(Entries taken from a collection)
= Beginning of Section =

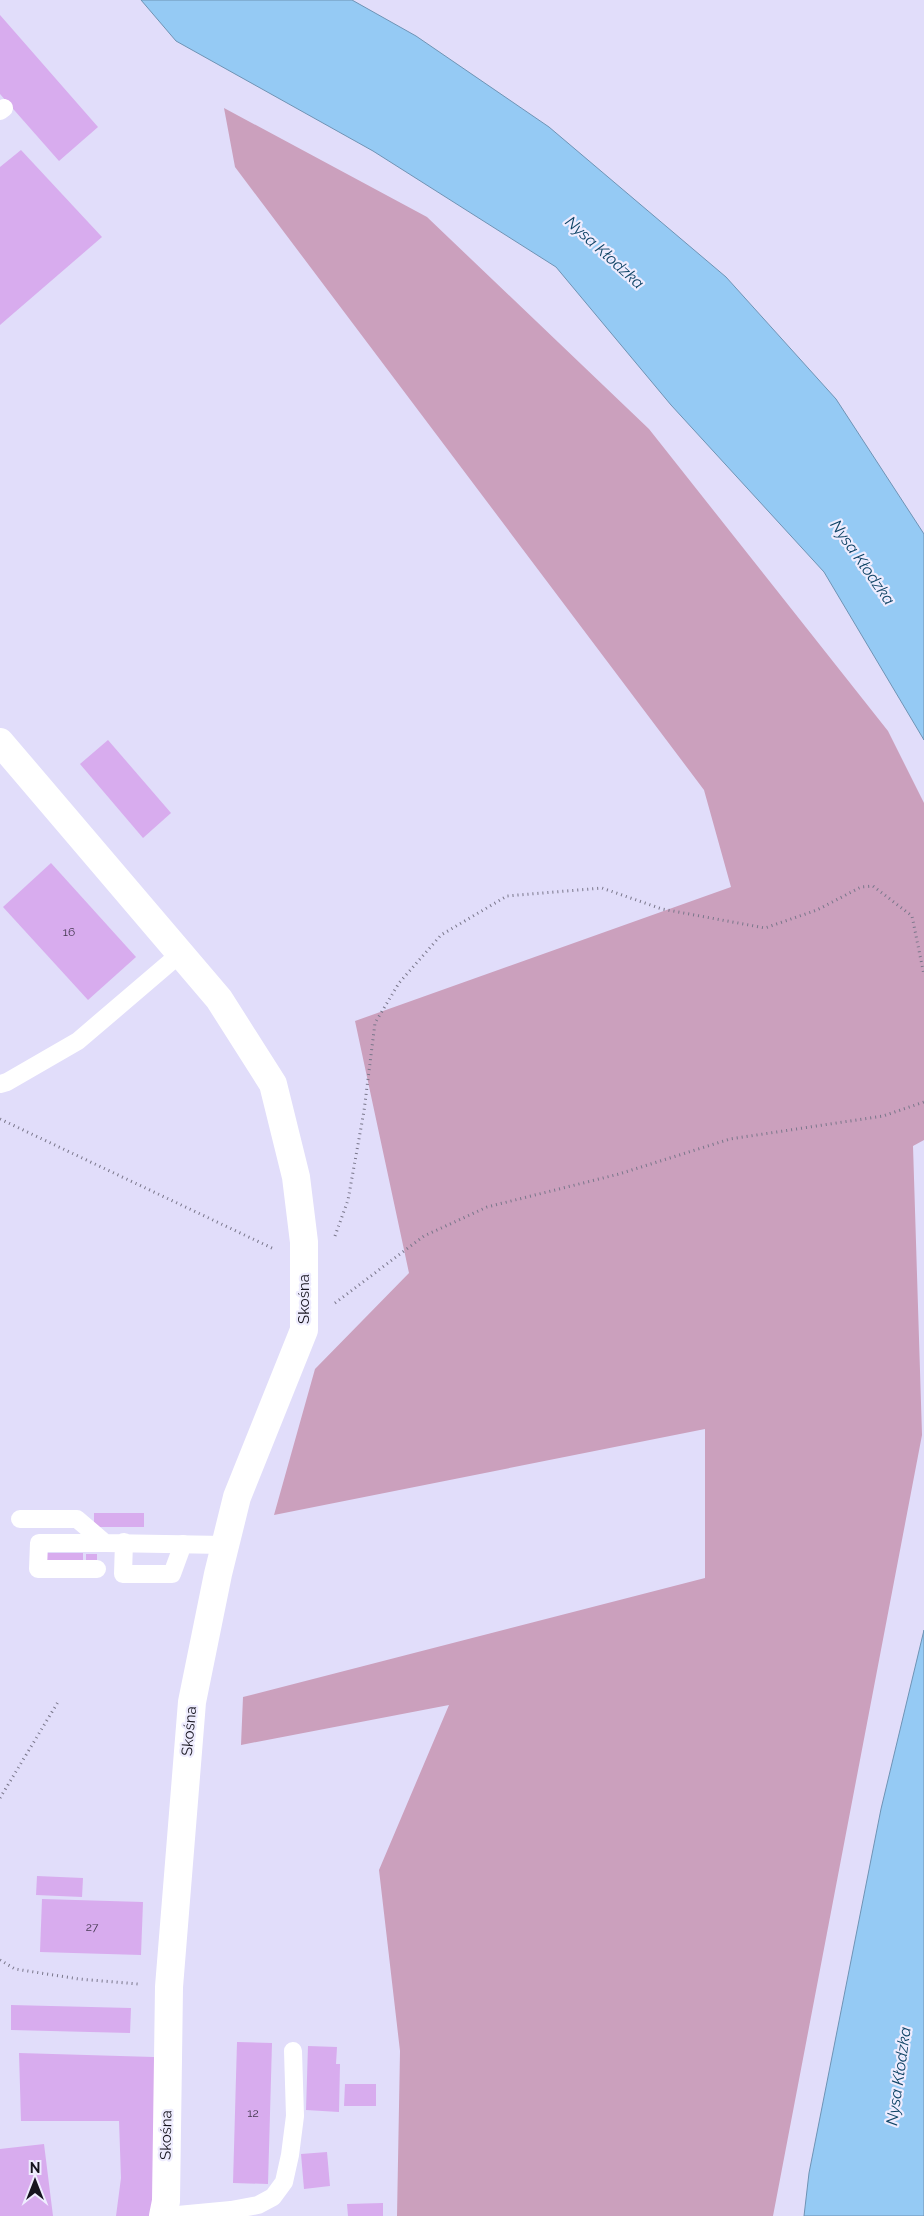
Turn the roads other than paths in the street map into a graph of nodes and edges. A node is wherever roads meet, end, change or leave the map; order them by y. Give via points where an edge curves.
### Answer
1 (3, 752) edge
2 (181, 953) junction
3 (0, 1084) edge
4 (20, 1519) dead end
5 (124, 1542) junction
6 (105, 1543) junction
7 (183, 1544) junction
8 (225, 1545) junction
9 (96, 1569) dead end
10 (293, 2051) dead end
11 (163, 2216) edge
12 (167, 2216) edge

1 - 2 street, Skośna
2 - 3 lane via 78,1041
2 - 8 street, Skośna via 219,999 273,1084 296,1178 304,1242 304,1330 238,1497
4 - 6 lane via 77,1519
5 - 6 lane
5 - 7 lane
5 - 7 lane via 123,1574 172,1574
6 - 9 lane via 39,1543 38,1569
7 - 8 lane
8 - 11 street, Skośna via 192,1702 169,1987 166,2201
10 - 12 lane via 294,2116 290,2155 284,2182 273,2197 258,2205 231,2210

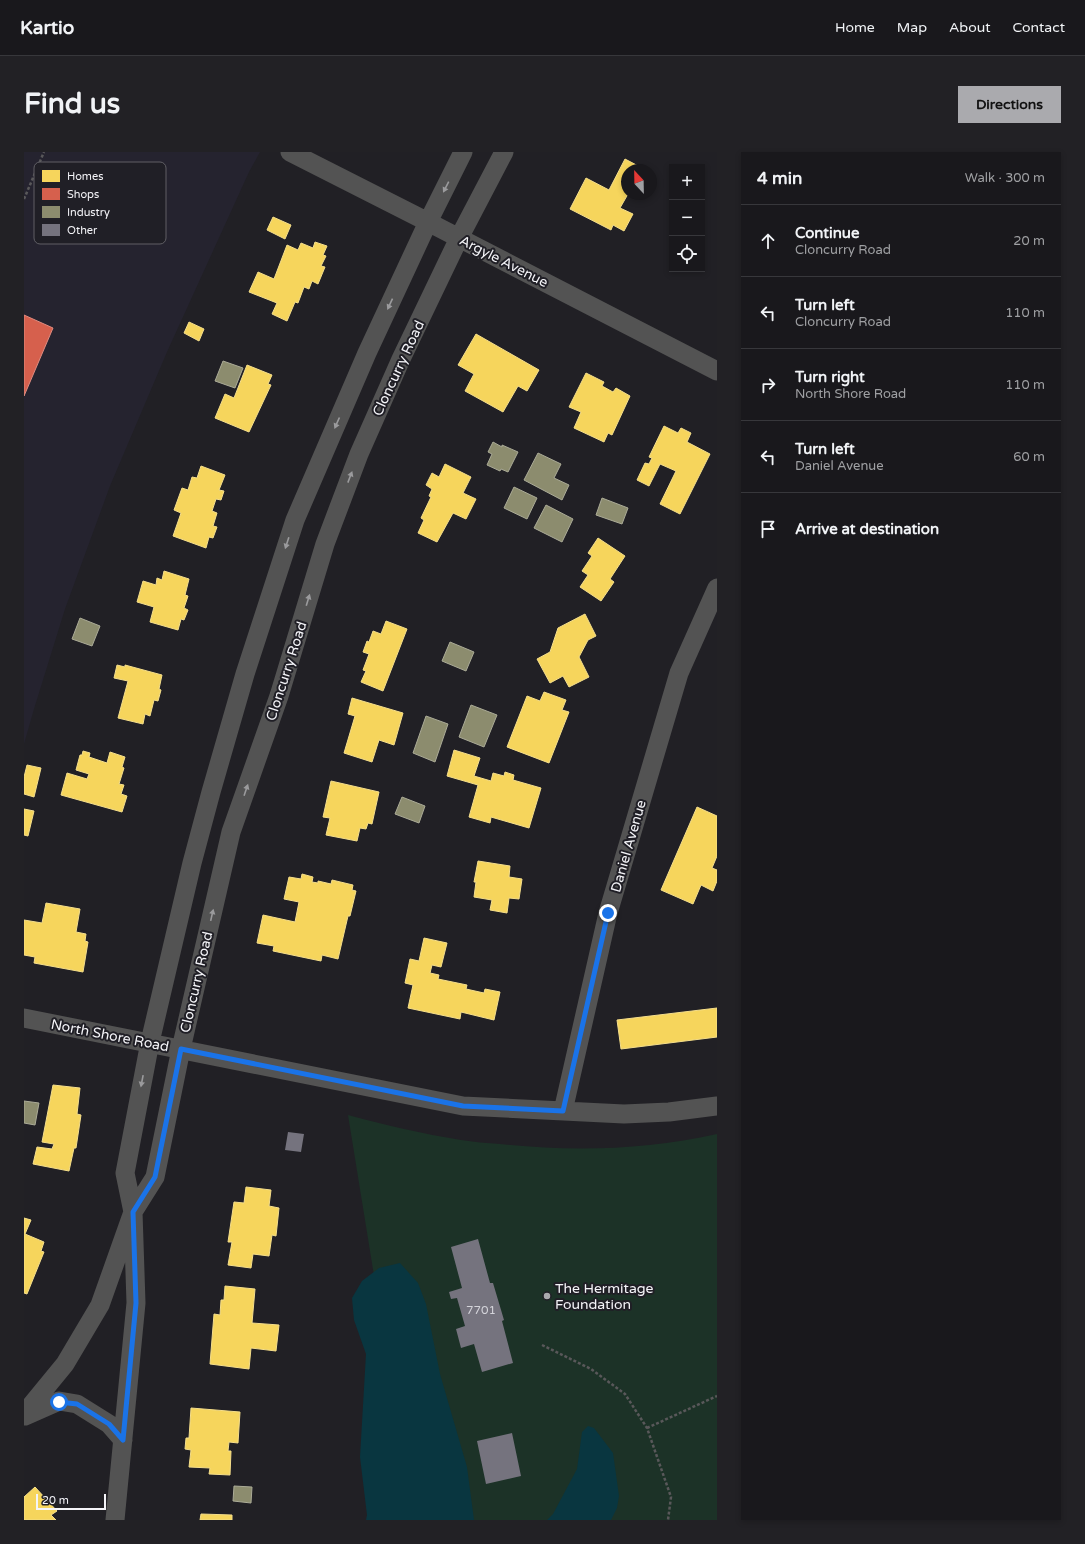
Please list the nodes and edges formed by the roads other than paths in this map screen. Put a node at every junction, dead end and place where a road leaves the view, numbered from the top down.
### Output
1 (290, 152) edge
2 (463, 152) edge
3 (504, 152) edge
4 (428, 222) junction
5 (459, 238) junction
6 (717, 371) edge
7 (717, 588) edge
8 (24, 1018) edge
9 (150, 1042) junction
10 (181, 1049) junction
11 (717, 1106) edge
12 (563, 1111) junction
13 (133, 1212) junction
14 (24, 1415) edge
15 (123, 1440) junction
16 (115, 1520) edge

1 - 4 street, Argyle Avenue
2 -> 4 street
3 - 5 street, Cloncurry Road
4 - 5 street, Argyle Avenue
4 -> 9 street
5 - 6 street, Argyle Avenue
10 -> 5 street, Cloncurry Road
7 - 12 street, Daniel Avenue
8 - 9 street, North Shore Road
9 - 10 street, North Shore Road
9 -> 13 street
10 - 12 street, North Shore Road
10 - 13 street, Cloncurry Road
11 - 12 street, North Shore Road
13 - 14 street, Cloncurry Road
13 - 15 street
14 - 15 street
15 - 16 street

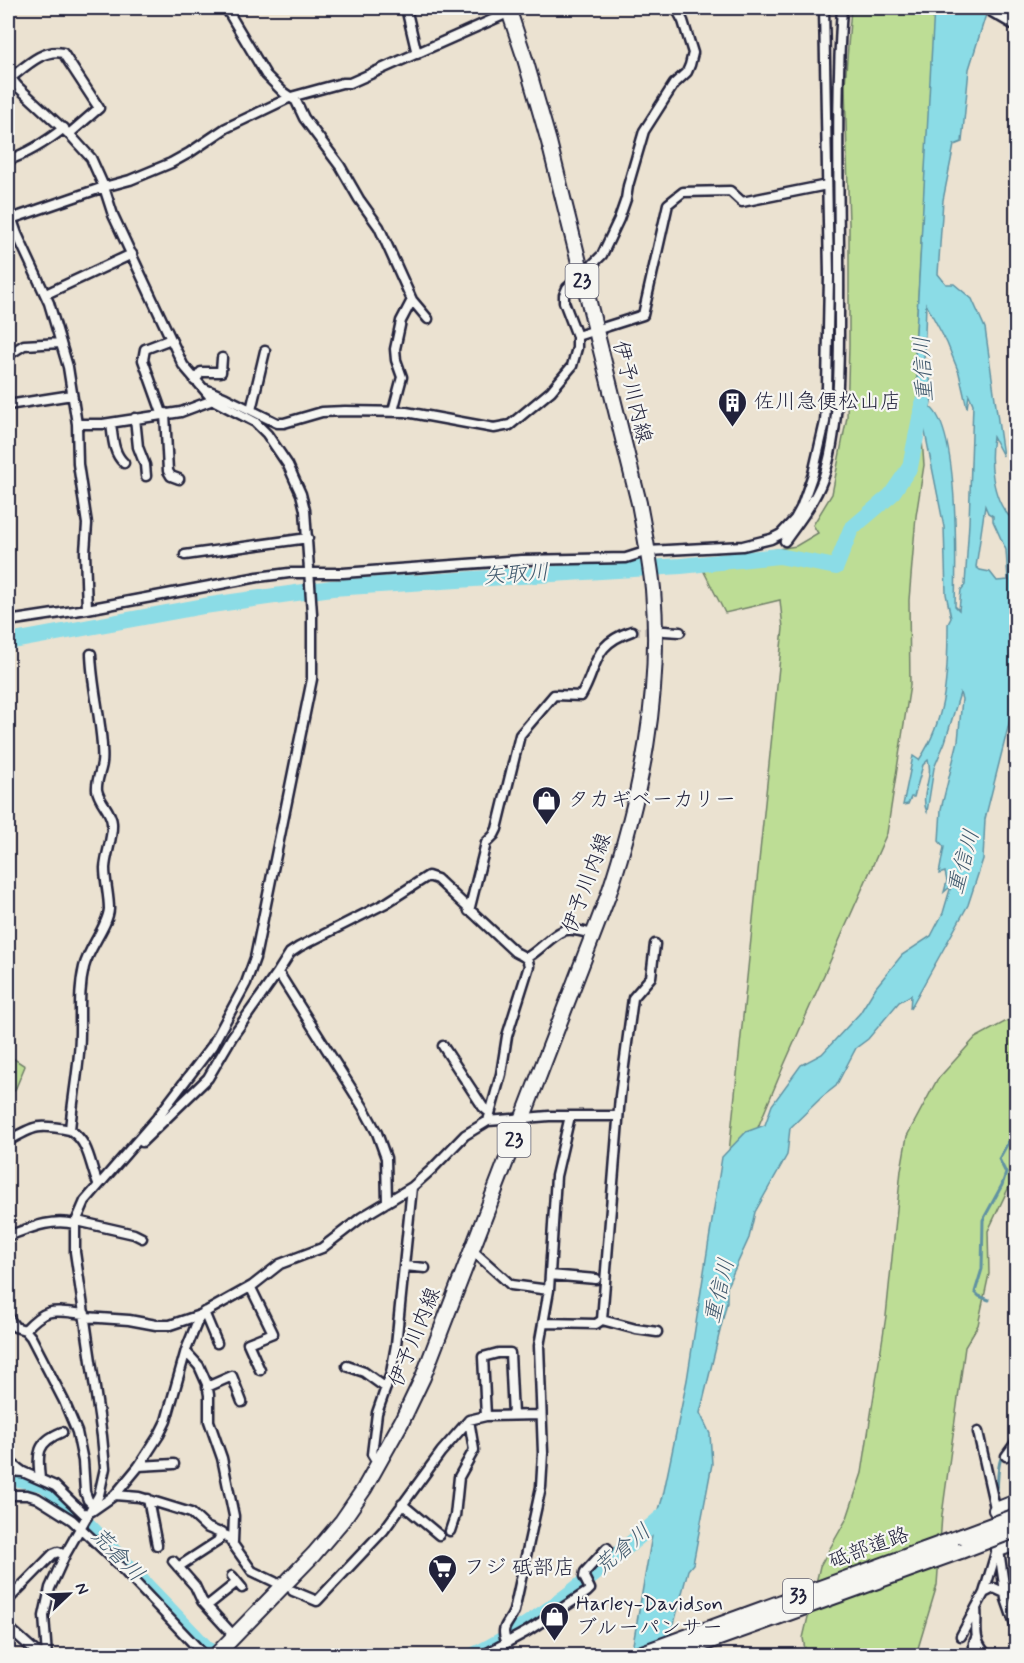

= End of Section =

◆ EXERCISE REQUIREMENTS ◆
State in a single number how many lines in the data include the word "nodes".

◆ ANSWER BOX ◆
2